■ Work order
Your task is to print each record exactly as it reads.

Stored data entries:
-------
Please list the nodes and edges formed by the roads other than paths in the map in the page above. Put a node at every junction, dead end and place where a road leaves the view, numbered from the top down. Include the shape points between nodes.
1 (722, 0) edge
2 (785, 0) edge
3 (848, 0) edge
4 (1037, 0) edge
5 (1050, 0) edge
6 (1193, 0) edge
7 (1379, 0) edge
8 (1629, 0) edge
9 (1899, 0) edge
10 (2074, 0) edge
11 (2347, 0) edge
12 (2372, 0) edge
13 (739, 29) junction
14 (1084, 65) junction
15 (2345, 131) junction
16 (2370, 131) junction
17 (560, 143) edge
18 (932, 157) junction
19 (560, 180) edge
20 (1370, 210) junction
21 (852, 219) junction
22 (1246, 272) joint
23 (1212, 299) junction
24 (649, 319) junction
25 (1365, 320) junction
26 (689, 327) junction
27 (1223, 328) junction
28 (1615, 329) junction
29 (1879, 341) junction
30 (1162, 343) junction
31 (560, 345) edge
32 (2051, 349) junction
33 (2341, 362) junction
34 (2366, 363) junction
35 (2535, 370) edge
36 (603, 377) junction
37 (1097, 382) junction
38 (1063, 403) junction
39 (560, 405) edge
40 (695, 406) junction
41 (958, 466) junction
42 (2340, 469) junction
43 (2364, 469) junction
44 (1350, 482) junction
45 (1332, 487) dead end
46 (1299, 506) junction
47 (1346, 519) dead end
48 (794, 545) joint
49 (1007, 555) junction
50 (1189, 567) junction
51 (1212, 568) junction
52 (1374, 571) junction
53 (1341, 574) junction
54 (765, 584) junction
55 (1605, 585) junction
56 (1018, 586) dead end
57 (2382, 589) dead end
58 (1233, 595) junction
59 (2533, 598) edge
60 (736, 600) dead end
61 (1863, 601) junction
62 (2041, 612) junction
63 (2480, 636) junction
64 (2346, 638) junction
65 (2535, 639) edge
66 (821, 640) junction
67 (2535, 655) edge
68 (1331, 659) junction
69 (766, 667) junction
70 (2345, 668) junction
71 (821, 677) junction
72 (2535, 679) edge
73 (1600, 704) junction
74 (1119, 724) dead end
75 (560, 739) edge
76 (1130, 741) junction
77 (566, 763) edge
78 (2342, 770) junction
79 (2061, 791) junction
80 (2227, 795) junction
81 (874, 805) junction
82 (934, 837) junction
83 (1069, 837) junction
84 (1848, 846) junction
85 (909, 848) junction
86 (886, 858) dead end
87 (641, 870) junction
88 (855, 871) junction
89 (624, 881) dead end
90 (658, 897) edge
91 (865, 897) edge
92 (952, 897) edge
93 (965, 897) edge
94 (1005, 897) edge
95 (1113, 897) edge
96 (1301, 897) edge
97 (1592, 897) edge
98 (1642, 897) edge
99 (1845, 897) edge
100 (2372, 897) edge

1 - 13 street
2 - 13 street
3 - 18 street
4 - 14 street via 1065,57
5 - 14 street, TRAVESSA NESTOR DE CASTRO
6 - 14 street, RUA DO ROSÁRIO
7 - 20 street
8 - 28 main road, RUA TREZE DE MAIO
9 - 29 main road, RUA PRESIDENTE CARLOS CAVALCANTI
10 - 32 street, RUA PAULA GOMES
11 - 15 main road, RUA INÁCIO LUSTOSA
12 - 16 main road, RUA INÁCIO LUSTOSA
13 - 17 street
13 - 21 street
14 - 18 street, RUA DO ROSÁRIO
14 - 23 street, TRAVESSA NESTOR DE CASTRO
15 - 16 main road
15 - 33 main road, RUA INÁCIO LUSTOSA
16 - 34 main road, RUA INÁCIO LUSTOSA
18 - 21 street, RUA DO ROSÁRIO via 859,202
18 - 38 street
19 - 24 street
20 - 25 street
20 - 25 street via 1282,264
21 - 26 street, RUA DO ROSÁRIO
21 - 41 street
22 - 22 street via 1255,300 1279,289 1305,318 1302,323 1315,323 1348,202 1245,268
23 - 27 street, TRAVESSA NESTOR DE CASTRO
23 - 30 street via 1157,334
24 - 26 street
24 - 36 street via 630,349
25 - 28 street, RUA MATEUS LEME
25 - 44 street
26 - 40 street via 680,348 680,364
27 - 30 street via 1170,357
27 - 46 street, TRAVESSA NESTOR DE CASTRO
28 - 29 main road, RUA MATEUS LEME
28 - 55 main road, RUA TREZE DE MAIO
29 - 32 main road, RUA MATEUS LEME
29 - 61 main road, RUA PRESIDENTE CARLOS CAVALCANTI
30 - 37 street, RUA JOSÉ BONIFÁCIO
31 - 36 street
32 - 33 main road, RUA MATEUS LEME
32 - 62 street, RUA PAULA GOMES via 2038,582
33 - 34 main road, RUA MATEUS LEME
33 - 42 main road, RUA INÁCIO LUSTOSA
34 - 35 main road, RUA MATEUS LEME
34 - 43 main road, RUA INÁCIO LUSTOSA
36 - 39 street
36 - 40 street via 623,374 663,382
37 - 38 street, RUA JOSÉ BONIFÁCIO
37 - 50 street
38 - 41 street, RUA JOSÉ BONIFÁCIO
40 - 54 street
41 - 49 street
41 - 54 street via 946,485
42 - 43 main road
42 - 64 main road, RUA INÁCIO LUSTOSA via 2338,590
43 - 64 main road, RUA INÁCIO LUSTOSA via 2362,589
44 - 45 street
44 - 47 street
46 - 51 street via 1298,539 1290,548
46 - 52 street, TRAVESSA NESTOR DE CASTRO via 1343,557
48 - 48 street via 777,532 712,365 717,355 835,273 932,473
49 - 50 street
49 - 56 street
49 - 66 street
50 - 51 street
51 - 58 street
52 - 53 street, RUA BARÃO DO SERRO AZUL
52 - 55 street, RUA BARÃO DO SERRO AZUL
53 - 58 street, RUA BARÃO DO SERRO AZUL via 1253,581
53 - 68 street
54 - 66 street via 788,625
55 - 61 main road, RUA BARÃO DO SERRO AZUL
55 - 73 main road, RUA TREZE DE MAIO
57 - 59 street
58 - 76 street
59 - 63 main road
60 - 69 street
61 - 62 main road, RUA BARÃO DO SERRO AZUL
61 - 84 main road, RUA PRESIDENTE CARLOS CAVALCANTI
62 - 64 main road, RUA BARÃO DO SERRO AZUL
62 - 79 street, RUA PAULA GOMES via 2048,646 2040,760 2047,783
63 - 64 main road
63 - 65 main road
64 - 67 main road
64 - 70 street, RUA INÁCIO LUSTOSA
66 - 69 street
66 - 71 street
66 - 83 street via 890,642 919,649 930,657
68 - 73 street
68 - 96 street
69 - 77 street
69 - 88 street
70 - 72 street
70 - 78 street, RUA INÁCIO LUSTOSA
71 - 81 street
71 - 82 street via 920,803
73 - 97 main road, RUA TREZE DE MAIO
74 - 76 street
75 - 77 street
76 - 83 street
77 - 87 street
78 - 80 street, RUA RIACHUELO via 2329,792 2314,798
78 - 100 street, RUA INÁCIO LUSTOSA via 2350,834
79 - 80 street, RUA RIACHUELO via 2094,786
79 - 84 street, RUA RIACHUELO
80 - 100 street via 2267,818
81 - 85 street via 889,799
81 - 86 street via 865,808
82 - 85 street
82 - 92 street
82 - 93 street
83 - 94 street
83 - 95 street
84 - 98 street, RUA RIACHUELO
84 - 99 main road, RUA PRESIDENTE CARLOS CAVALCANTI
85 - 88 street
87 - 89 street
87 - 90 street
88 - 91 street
-------
■ Written solution
Please list the nodes and edges formed by the roads other than paths in the map in the page above. Put a node at every junction, dead end and place where a road leaves the view, numbered from the top down. Include the shape points between nodes.
1 (722, 0) edge
2 (785, 0) edge
3 (848, 0) edge
4 (1037, 0) edge
5 (1050, 0) edge
6 (1193, 0) edge
7 (1379, 0) edge
8 (1629, 0) edge
9 (1899, 0) edge
10 (2074, 0) edge
11 (2347, 0) edge
12 (2372, 0) edge
13 (739, 29) junction
14 (1084, 65) junction
15 (2345, 131) junction
16 (2370, 131) junction
17 (560, 143) edge
18 (932, 157) junction
19 (560, 180) edge
20 (1370, 210) junction
21 (852, 219) junction
22 (1246, 272) joint
23 (1212, 299) junction
24 (649, 319) junction
25 (1365, 320) junction
26 (689, 327) junction
27 (1223, 328) junction
28 (1615, 329) junction
29 (1879, 341) junction
30 (1162, 343) junction
31 (560, 345) edge
32 (2051, 349) junction
33 (2341, 362) junction
34 (2366, 363) junction
35 (2535, 370) edge
36 (603, 377) junction
37 (1097, 382) junction
38 (1063, 403) junction
39 (560, 405) edge
40 (695, 406) junction
41 (958, 466) junction
42 (2340, 469) junction
43 (2364, 469) junction
44 (1350, 482) junction
45 (1332, 487) dead end
46 (1299, 506) junction
47 (1346, 519) dead end
48 (794, 545) joint
49 (1007, 555) junction
50 (1189, 567) junction
51 (1212, 568) junction
52 (1374, 571) junction
53 (1341, 574) junction
54 (765, 584) junction
55 (1605, 585) junction
56 (1018, 586) dead end
57 (2382, 589) dead end
58 (1233, 595) junction
59 (2533, 598) edge
60 (736, 600) dead end
61 (1863, 601) junction
62 (2041, 612) junction
63 (2480, 636) junction
64 (2346, 638) junction
65 (2535, 639) edge
66 (821, 640) junction
67 (2535, 655) edge
68 (1331, 659) junction
69 (766, 667) junction
70 (2345, 668) junction
71 (821, 677) junction
72 (2535, 679) edge
73 (1600, 704) junction
74 (1119, 724) dead end
75 (560, 739) edge
76 (1130, 741) junction
77 (566, 763) edge
78 (2342, 770) junction
79 (2061, 791) junction
80 (2227, 795) junction
81 (874, 805) junction
82 (934, 837) junction
83 (1069, 837) junction
84 (1848, 846) junction
85 (909, 848) junction
86 (886, 858) dead end
87 (641, 870) junction
88 (855, 871) junction
89 (624, 881) dead end
90 (658, 897) edge
91 (865, 897) edge
92 (952, 897) edge
93 (965, 897) edge
94 (1005, 897) edge
95 (1113, 897) edge
96 (1301, 897) edge
97 (1592, 897) edge
98 (1642, 897) edge
99 (1845, 897) edge
100 (2372, 897) edge

1 - 13 street
2 - 13 street
3 - 18 street
4 - 14 street via 1065,57
5 - 14 street, TRAVESSA NESTOR DE CASTRO
6 - 14 street, RUA DO ROSÁRIO
7 - 20 street
8 - 28 main road, RUA TREZE DE MAIO
9 - 29 main road, RUA PRESIDENTE CARLOS CAVALCANTI
10 - 32 street, RUA PAULA GOMES
11 - 15 main road, RUA INÁCIO LUSTOSA
12 - 16 main road, RUA INÁCIO LUSTOSA
13 - 17 street
13 - 21 street
14 - 18 street, RUA DO ROSÁRIO
14 - 23 street, TRAVESSA NESTOR DE CASTRO
15 - 16 main road
15 - 33 main road, RUA INÁCIO LUSTOSA
16 - 34 main road, RUA INÁCIO LUSTOSA
18 - 21 street, RUA DO ROSÁRIO via 859,202
18 - 38 street
19 - 24 street
20 - 25 street
20 - 25 street via 1282,264
21 - 26 street, RUA DO ROSÁRIO
21 - 41 street
22 - 22 street via 1255,300 1279,289 1305,318 1302,323 1315,323 1348,202 1245,268
23 - 27 street, TRAVESSA NESTOR DE CASTRO
23 - 30 street via 1157,334
24 - 26 street
24 - 36 street via 630,349
25 - 28 street, RUA MATEUS LEME
25 - 44 street
26 - 40 street via 680,348 680,364
27 - 30 street via 1170,357
27 - 46 street, TRAVESSA NESTOR DE CASTRO
28 - 29 main road, RUA MATEUS LEME
28 - 55 main road, RUA TREZE DE MAIO
29 - 32 main road, RUA MATEUS LEME
29 - 61 main road, RUA PRESIDENTE CARLOS CAVALCANTI
30 - 37 street, RUA JOSÉ BONIFÁCIO
31 - 36 street
32 - 33 main road, RUA MATEUS LEME
32 - 62 street, RUA PAULA GOMES via 2038,582
33 - 34 main road, RUA MATEUS LEME
33 - 42 main road, RUA INÁCIO LUSTOSA
34 - 35 main road, RUA MATEUS LEME
34 - 43 main road, RUA INÁCIO LUSTOSA
36 - 39 street
36 - 40 street via 623,374 663,382
37 - 38 street, RUA JOSÉ BONIFÁCIO
37 - 50 street
38 - 41 street, RUA JOSÉ BONIFÁCIO
40 - 54 street
41 - 49 street
41 - 54 street via 946,485
42 - 43 main road
42 - 64 main road, RUA INÁCIO LUSTOSA via 2338,590
43 - 64 main road, RUA INÁCIO LUSTOSA via 2362,589
44 - 45 street
44 - 47 street
46 - 51 street via 1298,539 1290,548
46 - 52 street, TRAVESSA NESTOR DE CASTRO via 1343,557
48 - 48 street via 777,532 712,365 717,355 835,273 932,473
49 - 50 street
49 - 56 street
49 - 66 street
50 - 51 street
51 - 58 street
52 - 53 street, RUA BARÃO DO SERRO AZUL
52 - 55 street, RUA BARÃO DO SERRO AZUL
53 - 58 street, RUA BARÃO DO SERRO AZUL via 1253,581
53 - 68 street
54 - 66 street via 788,625
55 - 61 main road, RUA BARÃO DO SERRO AZUL
55 - 73 main road, RUA TREZE DE MAIO
57 - 59 street
58 - 76 street
59 - 63 main road
60 - 69 street
61 - 62 main road, RUA BARÃO DO SERRO AZUL
61 - 84 main road, RUA PRESIDENTE CARLOS CAVALCANTI
62 - 64 main road, RUA BARÃO DO SERRO AZUL
62 - 79 street, RUA PAULA GOMES via 2048,646 2040,760 2047,783
63 - 64 main road
63 - 65 main road
64 - 67 main road
64 - 70 street, RUA INÁCIO LUSTOSA
66 - 69 street
66 - 71 street
66 - 83 street via 890,642 919,649 930,657
68 - 73 street
68 - 96 street
69 - 77 street
69 - 88 street
70 - 72 street
70 - 78 street, RUA INÁCIO LUSTOSA
71 - 81 street
71 - 82 street via 920,803
73 - 97 main road, RUA TREZE DE MAIO
74 - 76 street
75 - 77 street
76 - 83 street
77 - 87 street
78 - 80 street, RUA RIACHUELO via 2329,792 2314,798
78 - 100 street, RUA INÁCIO LUSTOSA via 2350,834
79 - 80 street, RUA RIACHUELO via 2094,786
79 - 84 street, RUA RIACHUELO
80 - 100 street via 2267,818
81 - 85 street via 889,799
81 - 86 street via 865,808
82 - 85 street
82 - 92 street
82 - 93 street
83 - 94 street
83 - 95 street
84 - 98 street, RUA RIACHUELO
84 - 99 main road, RUA PRESIDENTE CARLOS CAVALCANTI
85 - 88 street
87 - 89 street
87 - 90 street
88 - 91 street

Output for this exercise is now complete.